## [To do]
Find the word "highway" in the data. Return every line where it appears.

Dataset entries
· · · ·

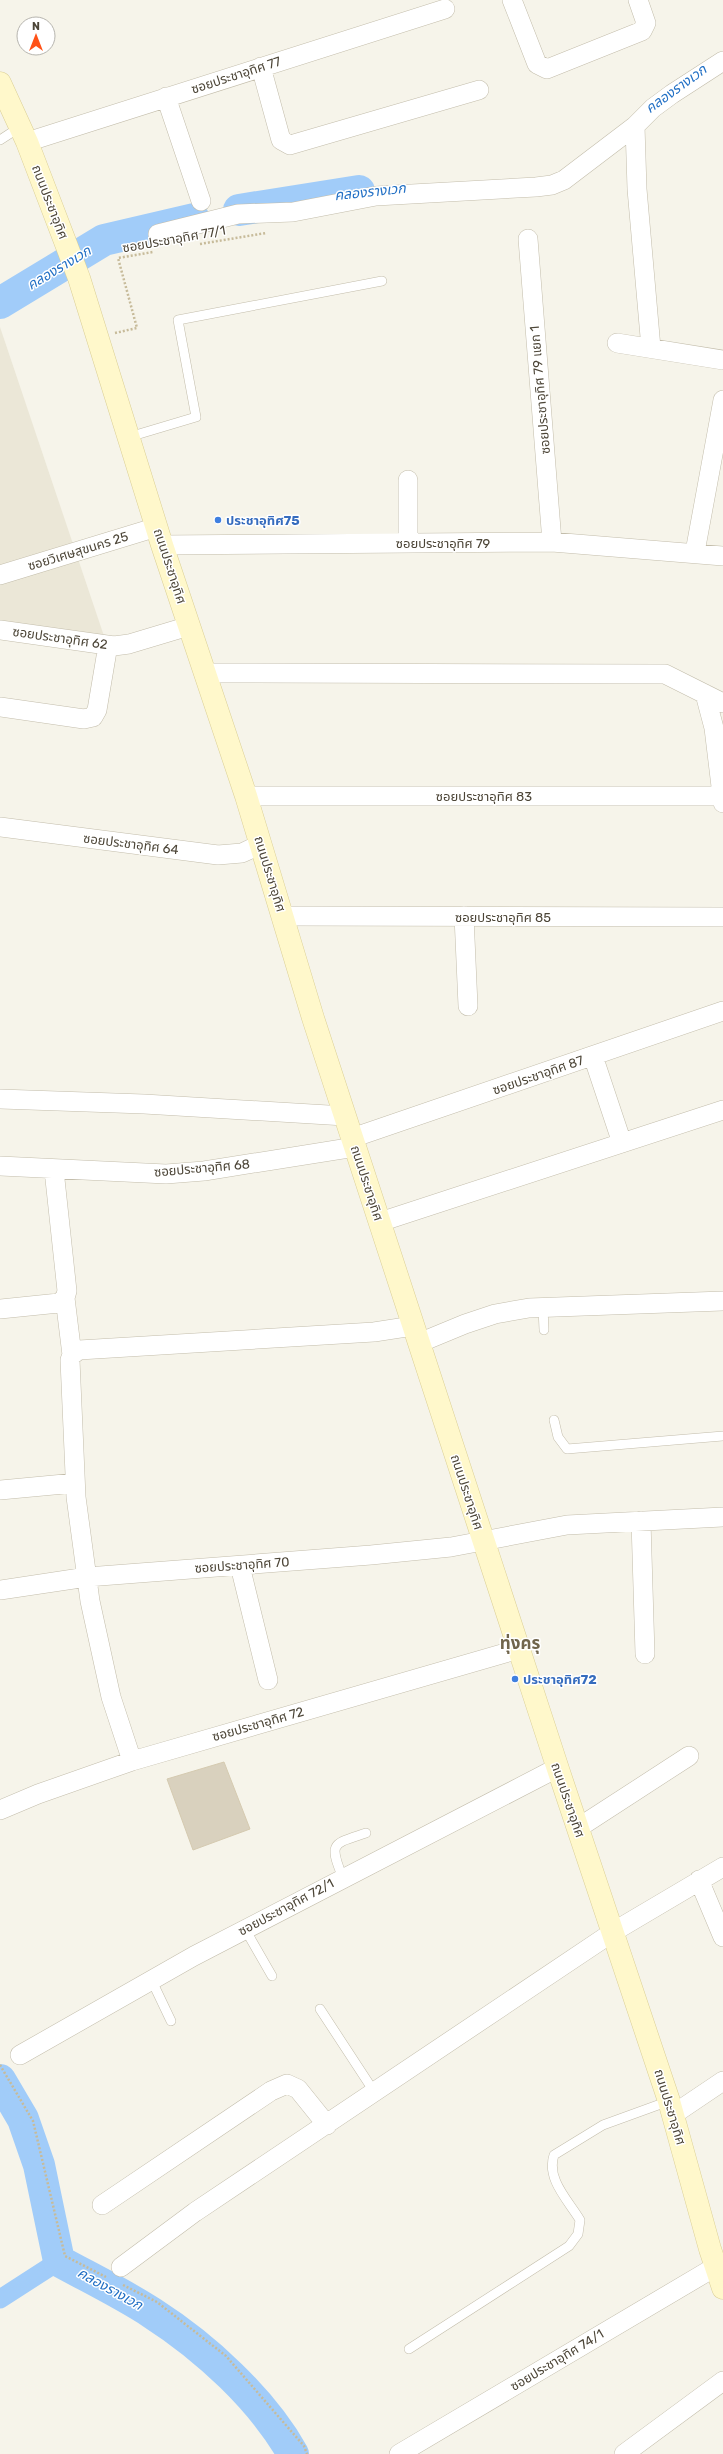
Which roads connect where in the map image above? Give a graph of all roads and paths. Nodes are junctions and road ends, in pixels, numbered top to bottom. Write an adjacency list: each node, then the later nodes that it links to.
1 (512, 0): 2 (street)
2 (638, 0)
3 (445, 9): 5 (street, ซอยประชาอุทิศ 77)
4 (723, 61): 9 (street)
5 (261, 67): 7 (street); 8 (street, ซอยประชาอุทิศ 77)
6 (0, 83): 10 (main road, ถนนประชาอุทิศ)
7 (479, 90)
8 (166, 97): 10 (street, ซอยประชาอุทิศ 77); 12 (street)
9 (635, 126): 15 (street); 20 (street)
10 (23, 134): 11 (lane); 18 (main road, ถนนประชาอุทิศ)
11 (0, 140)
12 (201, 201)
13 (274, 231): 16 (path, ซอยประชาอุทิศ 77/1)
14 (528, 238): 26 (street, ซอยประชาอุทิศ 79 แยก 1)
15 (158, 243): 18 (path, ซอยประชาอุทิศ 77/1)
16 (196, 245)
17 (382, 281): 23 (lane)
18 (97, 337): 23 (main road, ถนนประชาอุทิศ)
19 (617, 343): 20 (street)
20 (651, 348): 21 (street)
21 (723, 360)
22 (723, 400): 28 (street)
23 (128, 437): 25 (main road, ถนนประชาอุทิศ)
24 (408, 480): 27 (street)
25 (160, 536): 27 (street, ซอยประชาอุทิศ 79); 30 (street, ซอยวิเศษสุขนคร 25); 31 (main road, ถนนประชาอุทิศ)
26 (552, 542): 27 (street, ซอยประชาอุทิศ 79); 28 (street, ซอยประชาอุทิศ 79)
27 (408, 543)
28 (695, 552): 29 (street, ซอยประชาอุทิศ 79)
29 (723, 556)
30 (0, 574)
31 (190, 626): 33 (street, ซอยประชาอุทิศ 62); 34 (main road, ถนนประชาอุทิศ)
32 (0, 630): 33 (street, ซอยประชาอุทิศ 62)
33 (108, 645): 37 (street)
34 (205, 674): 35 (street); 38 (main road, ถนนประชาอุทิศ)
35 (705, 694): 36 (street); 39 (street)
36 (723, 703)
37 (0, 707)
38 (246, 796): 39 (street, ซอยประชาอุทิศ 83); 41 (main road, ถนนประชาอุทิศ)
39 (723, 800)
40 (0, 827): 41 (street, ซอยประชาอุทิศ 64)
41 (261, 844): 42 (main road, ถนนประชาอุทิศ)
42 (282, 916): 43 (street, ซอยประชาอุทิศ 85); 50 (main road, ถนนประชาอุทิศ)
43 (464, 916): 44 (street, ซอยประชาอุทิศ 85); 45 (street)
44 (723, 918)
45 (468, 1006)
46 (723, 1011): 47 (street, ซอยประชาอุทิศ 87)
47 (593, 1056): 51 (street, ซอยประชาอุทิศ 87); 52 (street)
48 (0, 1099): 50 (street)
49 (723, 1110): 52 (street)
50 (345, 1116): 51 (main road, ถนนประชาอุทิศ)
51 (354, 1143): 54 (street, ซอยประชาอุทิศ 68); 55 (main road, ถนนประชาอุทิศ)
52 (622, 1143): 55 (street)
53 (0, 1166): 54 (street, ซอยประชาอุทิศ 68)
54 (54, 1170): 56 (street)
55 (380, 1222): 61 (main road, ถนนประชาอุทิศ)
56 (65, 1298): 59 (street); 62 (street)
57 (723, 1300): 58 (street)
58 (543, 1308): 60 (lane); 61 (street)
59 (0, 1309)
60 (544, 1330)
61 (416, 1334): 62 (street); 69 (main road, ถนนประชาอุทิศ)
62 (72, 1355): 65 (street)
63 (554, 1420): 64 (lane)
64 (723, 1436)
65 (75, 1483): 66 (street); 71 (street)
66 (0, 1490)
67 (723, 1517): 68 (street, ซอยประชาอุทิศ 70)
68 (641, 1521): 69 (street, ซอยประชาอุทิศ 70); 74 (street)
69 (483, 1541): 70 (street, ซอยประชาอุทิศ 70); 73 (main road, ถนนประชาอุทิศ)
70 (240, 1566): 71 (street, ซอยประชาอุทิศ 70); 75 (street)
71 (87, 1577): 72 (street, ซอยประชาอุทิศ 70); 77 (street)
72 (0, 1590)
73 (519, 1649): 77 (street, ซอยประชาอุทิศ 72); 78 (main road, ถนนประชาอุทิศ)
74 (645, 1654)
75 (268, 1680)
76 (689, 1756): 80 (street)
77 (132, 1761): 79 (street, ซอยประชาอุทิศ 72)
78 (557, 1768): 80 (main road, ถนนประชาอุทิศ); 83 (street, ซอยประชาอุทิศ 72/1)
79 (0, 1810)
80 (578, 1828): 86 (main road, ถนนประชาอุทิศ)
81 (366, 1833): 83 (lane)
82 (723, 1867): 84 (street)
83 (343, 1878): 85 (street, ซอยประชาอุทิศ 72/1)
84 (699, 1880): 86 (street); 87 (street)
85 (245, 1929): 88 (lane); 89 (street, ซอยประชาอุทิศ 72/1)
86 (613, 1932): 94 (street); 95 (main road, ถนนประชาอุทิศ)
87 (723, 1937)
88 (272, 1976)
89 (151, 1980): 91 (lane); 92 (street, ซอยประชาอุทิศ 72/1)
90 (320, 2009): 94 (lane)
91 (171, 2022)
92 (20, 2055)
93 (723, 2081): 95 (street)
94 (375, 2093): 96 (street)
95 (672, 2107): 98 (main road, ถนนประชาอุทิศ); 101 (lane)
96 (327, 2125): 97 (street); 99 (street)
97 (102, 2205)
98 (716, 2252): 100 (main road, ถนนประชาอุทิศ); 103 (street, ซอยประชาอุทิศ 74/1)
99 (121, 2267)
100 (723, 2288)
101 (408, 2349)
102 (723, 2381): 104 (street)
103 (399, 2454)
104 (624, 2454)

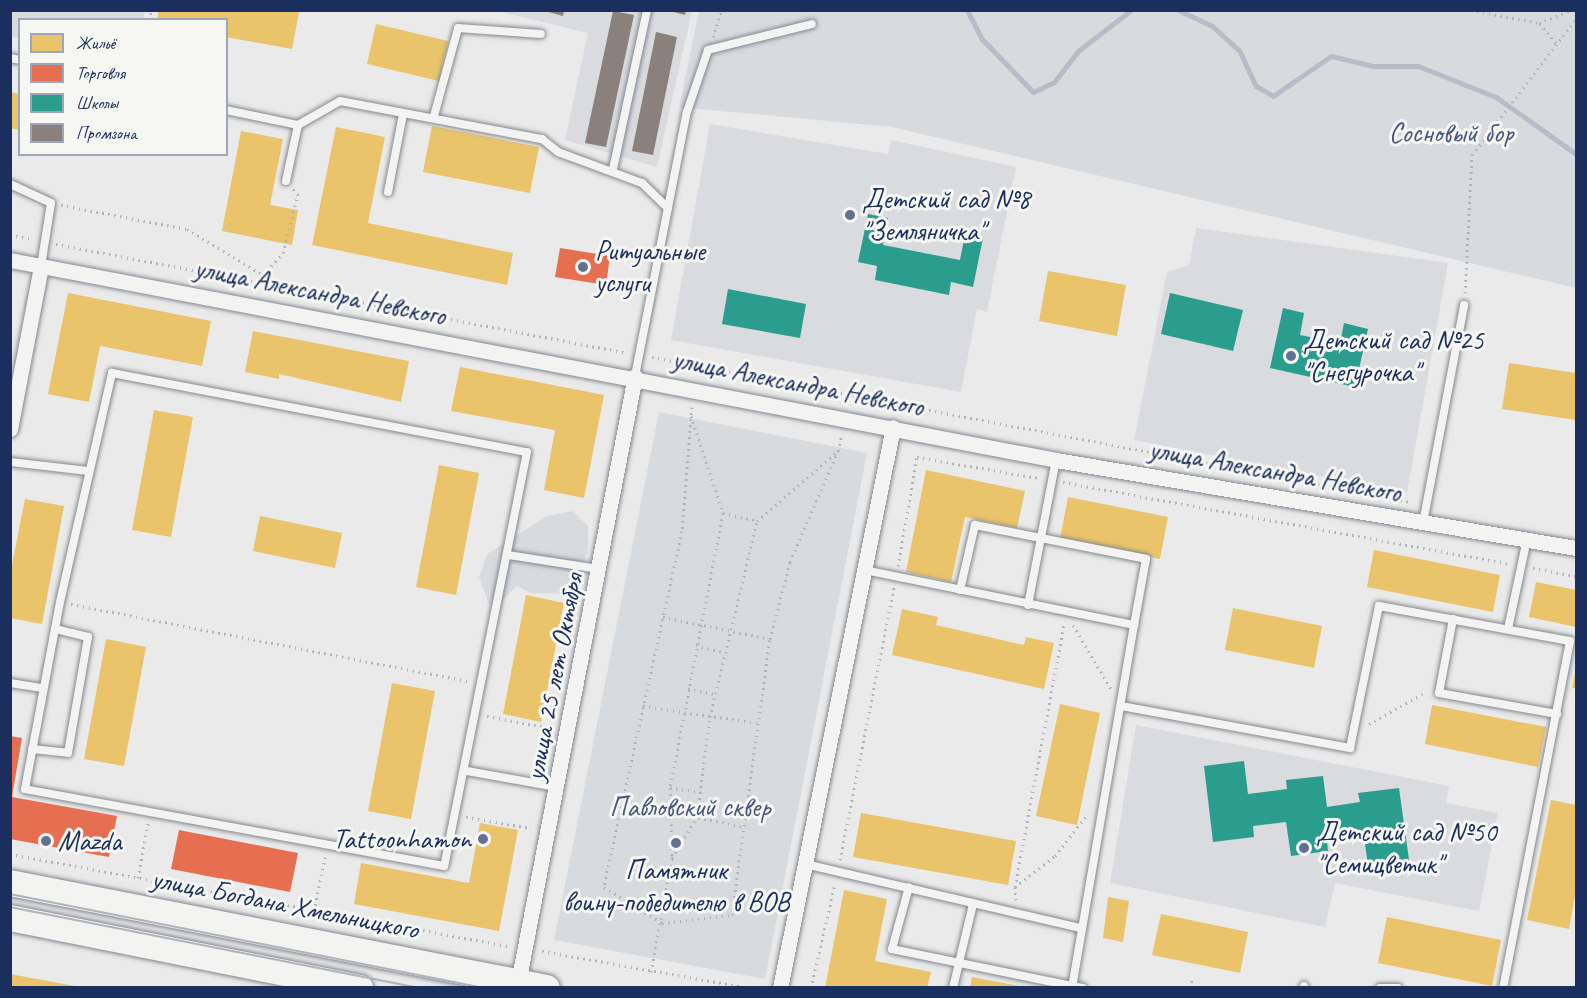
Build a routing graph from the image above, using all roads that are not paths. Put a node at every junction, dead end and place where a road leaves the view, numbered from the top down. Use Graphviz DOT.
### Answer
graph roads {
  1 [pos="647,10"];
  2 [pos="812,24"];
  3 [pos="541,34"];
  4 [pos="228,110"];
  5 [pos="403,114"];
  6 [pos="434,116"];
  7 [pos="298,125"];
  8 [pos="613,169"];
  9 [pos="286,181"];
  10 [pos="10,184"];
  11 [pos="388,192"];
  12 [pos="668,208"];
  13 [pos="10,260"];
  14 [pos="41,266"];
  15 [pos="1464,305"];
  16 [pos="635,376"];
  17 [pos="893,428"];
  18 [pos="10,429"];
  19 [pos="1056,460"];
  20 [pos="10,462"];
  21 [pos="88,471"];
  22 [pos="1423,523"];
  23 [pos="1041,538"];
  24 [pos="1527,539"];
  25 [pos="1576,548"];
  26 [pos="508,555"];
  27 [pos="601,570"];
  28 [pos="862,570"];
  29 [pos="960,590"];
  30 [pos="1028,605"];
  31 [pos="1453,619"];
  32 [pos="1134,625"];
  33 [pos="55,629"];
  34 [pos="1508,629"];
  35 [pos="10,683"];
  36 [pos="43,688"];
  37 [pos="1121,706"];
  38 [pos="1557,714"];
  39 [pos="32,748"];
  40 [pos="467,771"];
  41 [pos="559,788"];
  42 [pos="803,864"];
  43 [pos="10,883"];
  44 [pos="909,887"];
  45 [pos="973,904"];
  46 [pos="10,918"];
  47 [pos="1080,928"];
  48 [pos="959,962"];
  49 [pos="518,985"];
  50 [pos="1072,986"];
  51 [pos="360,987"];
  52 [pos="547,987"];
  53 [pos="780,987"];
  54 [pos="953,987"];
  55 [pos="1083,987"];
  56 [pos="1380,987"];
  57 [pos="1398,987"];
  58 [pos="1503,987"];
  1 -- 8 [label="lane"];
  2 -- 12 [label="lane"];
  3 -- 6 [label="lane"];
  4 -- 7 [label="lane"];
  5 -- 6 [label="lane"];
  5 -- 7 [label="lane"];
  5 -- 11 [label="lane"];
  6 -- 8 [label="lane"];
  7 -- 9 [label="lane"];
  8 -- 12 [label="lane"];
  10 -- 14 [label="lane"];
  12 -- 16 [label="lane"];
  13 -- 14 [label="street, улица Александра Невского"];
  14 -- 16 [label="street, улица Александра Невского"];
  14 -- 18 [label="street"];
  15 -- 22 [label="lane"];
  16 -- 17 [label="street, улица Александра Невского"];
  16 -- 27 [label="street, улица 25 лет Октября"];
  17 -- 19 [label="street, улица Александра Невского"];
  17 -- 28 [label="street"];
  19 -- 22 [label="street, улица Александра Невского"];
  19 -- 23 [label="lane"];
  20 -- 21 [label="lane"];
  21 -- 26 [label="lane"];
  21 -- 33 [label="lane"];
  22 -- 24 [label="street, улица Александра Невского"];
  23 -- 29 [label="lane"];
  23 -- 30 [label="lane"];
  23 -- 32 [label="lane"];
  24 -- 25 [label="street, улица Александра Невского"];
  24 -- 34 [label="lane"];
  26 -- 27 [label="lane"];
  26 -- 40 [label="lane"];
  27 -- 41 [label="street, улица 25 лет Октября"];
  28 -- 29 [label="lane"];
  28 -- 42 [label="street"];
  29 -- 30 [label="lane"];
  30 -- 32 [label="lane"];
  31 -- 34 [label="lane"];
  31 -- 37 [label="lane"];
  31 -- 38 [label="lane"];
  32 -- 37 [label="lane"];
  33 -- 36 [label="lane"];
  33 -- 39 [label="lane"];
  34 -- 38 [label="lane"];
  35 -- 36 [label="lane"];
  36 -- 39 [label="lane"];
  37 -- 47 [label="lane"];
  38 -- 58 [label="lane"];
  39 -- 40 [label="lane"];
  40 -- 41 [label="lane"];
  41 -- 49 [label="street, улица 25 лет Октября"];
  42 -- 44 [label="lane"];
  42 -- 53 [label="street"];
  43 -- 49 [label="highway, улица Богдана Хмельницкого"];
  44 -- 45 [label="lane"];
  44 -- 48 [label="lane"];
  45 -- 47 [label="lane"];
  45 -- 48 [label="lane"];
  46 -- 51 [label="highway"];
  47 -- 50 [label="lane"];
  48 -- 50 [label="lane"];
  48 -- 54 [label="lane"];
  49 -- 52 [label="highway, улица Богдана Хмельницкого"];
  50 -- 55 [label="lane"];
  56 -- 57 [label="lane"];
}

· · · ·

## [Result for this task]
  43 -- 49 [label="highway, улица Богдана Хмельницкого"];
  46 -- 51 [label="highway"];
  49 -- 52 [label="highway, улица Богдана Хмельницкого"];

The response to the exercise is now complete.